Collected data:
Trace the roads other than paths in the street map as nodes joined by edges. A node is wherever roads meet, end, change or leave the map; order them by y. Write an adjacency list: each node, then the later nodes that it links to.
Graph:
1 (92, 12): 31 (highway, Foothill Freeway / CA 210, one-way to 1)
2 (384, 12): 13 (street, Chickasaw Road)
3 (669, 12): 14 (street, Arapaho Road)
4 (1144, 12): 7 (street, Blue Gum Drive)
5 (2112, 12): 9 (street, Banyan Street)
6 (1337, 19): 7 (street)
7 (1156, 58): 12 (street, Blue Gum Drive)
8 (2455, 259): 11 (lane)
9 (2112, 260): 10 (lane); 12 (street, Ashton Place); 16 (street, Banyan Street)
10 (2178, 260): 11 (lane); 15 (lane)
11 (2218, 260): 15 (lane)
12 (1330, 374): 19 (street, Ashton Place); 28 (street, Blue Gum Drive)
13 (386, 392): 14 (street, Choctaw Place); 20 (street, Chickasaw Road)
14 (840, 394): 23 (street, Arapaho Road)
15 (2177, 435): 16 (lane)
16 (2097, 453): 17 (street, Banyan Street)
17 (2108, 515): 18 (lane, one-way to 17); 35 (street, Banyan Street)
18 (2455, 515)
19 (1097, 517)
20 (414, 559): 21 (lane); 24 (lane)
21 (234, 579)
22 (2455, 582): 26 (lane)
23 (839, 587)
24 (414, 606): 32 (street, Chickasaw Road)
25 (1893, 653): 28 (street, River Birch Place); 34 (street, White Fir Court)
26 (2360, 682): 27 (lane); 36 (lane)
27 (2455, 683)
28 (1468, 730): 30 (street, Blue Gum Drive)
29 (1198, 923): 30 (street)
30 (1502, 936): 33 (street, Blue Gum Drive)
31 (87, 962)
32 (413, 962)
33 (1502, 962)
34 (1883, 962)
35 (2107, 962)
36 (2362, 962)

* ACTION ITEM: Output all of the records above exactly as they appear.

* TASK RESULT:
Trace the roads other than paths in the street map as nodes joined by edges. A node is wherever roads meet, end, change or leave the map; order them by y. Write an adjacency list: each node, then the later nodes that it links to.
Graph:
1 (92, 12): 31 (highway, Foothill Freeway / CA 210, one-way to 1)
2 (384, 12): 13 (street, Chickasaw Road)
3 (669, 12): 14 (street, Arapaho Road)
4 (1144, 12): 7 (street, Blue Gum Drive)
5 (2112, 12): 9 (street, Banyan Street)
6 (1337, 19): 7 (street)
7 (1156, 58): 12 (street, Blue Gum Drive)
8 (2455, 259): 11 (lane)
9 (2112, 260): 10 (lane); 12 (street, Ashton Place); 16 (street, Banyan Street)
10 (2178, 260): 11 (lane); 15 (lane)
11 (2218, 260): 15 (lane)
12 (1330, 374): 19 (street, Ashton Place); 28 (street, Blue Gum Drive)
13 (386, 392): 14 (street, Choctaw Place); 20 (street, Chickasaw Road)
14 (840, 394): 23 (street, Arapaho Road)
15 (2177, 435): 16 (lane)
16 (2097, 453): 17 (street, Banyan Street)
17 (2108, 515): 18 (lane, one-way to 17); 35 (street, Banyan Street)
18 (2455, 515)
19 (1097, 517)
20 (414, 559): 21 (lane); 24 (lane)
21 (234, 579)
22 (2455, 582): 26 (lane)
23 (839, 587)
24 (414, 606): 32 (street, Chickasaw Road)
25 (1893, 653): 28 (street, River Birch Place); 34 (street, White Fir Court)
26 (2360, 682): 27 (lane); 36 (lane)
27 (2455, 683)
28 (1468, 730): 30 (street, Blue Gum Drive)
29 (1198, 923): 30 (street)
30 (1502, 936): 33 (street, Blue Gum Drive)
31 (87, 962)
32 (413, 962)
33 (1502, 962)
34 (1883, 962)
35 (2107, 962)
36 (2362, 962)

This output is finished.